No, A&A page 96 'Academic learning and experience points' does NOT explicitly say that all experience from a source must be on one subject. The very first word, of the very first sentence of that whole section is 'typically'. What this section does is carve out an exception used by students (not teachers) of Academic abilities -- when a student gains an advancement total in an Academic subject, they are allowed to allocate up to half of those points to Latin or Teaching instead -- or (in the case of being taught Latin) Artes Liberales.

On the subject of whether or not a teacher can instruct in multiple topics (for example both Latin and AL) in the same season is left unanswered -- despite being explicitly used as the foundation of the rationale for the Latin -> AL exception.

The word typically is indeed used, but in the very next sentence that is desribed as a rule, together with some exceptions to that rule.
That there exists exceptions is the proverbial "exception that proves the rule." You can't have exceptions without a general rule to have exceptions from.

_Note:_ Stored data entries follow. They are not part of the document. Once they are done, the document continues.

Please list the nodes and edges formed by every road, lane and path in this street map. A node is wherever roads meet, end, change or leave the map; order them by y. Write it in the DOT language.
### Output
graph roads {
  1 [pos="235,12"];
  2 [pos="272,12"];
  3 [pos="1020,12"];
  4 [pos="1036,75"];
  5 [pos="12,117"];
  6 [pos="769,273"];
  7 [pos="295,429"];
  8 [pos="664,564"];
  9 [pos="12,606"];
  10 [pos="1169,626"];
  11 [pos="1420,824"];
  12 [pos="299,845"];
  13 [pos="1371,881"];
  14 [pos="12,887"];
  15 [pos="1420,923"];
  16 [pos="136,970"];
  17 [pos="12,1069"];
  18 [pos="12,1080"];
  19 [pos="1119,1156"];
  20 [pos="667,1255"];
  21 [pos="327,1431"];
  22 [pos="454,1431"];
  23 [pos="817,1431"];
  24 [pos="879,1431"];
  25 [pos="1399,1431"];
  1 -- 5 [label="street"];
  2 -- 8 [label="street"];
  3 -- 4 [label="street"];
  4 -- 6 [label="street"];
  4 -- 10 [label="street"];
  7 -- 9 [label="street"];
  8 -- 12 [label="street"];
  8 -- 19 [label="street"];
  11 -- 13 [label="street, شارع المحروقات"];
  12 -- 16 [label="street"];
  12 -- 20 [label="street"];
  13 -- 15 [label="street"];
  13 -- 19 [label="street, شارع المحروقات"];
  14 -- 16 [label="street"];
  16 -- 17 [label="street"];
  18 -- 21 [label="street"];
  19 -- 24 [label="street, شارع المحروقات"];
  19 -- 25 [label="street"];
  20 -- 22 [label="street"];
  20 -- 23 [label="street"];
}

In this case the general rule is one subject of study at a time. While there are exceptions to this, one must assume that unless such an exception is explicitly spelled out then the general rule applies.

Of course, it could just be written in a really odd way. You wouldn't normally write "dedicated to one" and mean distributed across a few. But maybe it was just meant as giving points to any of them. That's probably preferable, and it's still not very abusable. If you take 2x quality from one and put it to another, then you're really just exchanging points as that 2x will go to a new spot that would have received x, while the old 2x goes to x.

The only place this could be somewhat abused is Adventure since you can get more than 5 Quality but cannot put more than 5 of it into one spot. Then, for example, you could put 4 into one elemental Form and 2 into each of the others (if you have a total Adventure Quality of 10), giving 7 in one and 6 in each of the others. That would be the equivalent of what you would get from a typical Quality 10 source in any one of them, distributed slightly differently. Compared to the normal cap for Adventure Quality, of 5 and 2.5 in each of the others with 5 left over, that's a total of 25 v. the old 17.5. So you could game things a bit in this one spot.

Nope. A&A p 69 explicitly calls out various experience-granting activities: 'Typically, a character earns experience points in a single Ability or Art in a season, regardless of whether these experience points are earned by practice, teaching, training, or exposure.' This is setting up the general background against which they wish to define a specific practice (a student reallocating experience from an Advancement total in Academic abilities).

But please notice some things about the (necessarily brief) description of this general background:
1} it does not prescribe that all experience from a source must always and only be in a single subject -- just that experience from these sources is 'typically' in a single subject;
2} it includes practice as a source, where AM pg 164 explicitly states 'Experience points from practice may be split between several Abilities.';
3} it includes 'teaching' as an experience source, and then immediately shows how the teaching of Latin is done in a way which includes instruction on Artes Liberales;
4} it includes exposure as a source, where AM pg 163 explicitly states (under the rules for Exposure) 'These experience points may be split between any two Abilities or Arts which were being used consistently in the season.' Exposure only acts as a source of quality 2; but it does not seem unreasonable that anyone who finagled 3 points of exposure could split those points three ways.

Whatever A&A pg 69 might do, it does not 'explicitly spell out' that all experience from a source must be only in a single ability.